The Park Heights Renaissance, Inc. and Comprehensive Housing Assistance, Inc. (CHAI), an agency of The Associated: Jewish Community Federation of Baltimore, dreamt together and took action. The result is a beautiful facility that improves the quality of life for seniors in our city.
There are countless other examples of intra-community and intercommunity cooperation, but the simple lesson is that for there to be collaboration, there must be relationships, dialogue and trust.
Through the Baltimore Jewish Council (BJC), another agency of The Associated, ongoing dialogue and joint planning and programming exists in important and provocative ways. These programs are geared to understanding and appreciating one another. The atmosphere of mutual respect and cooperation enables communities to work well together in times of harmony or discord.

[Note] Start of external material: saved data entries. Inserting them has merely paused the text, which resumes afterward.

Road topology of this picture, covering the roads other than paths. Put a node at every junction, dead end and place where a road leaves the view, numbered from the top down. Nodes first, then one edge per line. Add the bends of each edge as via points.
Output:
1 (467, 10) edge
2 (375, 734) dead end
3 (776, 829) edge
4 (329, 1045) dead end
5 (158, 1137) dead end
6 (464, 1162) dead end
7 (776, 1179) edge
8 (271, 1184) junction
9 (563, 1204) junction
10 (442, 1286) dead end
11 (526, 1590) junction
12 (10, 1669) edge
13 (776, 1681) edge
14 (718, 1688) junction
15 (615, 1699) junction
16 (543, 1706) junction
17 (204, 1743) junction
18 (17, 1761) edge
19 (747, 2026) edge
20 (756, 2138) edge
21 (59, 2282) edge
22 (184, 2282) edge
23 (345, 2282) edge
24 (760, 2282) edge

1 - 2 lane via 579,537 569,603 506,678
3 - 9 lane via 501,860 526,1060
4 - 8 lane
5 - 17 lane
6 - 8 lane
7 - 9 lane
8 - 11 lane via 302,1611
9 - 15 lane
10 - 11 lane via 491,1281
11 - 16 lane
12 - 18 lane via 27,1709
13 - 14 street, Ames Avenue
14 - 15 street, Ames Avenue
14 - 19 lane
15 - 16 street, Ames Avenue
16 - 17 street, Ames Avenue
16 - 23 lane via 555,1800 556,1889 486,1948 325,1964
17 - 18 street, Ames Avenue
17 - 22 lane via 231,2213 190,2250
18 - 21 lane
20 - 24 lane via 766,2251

Building relationships with other communities is a lesson that we must also teach to the next generation. The BJC recently re-absorbed the Black/ Jewish Forum of Baltimore, known as BLEWS, which promotes better understanding, communication and educational intervention between the African-American and Jewish communities. Recently, students at Beth Tfiloh High School and Western High School began working together and learning from each other about the similarities and differences between them. The BJC plans to expand this program to more schools next year.
The desire to work for social justice is a hallmark of Jewish tradition, one rooted in a belief that individuals share the responsibility to repair the world. It is this fundamental tenet that underscores The Associated’s desire to strengthen the community in which it serves and the general community in which we reside.
Whether it’s revitalizing a neighborhood, promoting racial and religious cooperation, securing the dignity of our seniors or partnering with community associations to enhance educational opportunities for youngsters, The Associated is committed to investing in the future of Baltimore’s citizens.
Marc B. Terrill is president of The Associated: Jewish Community Federation of Baltimore.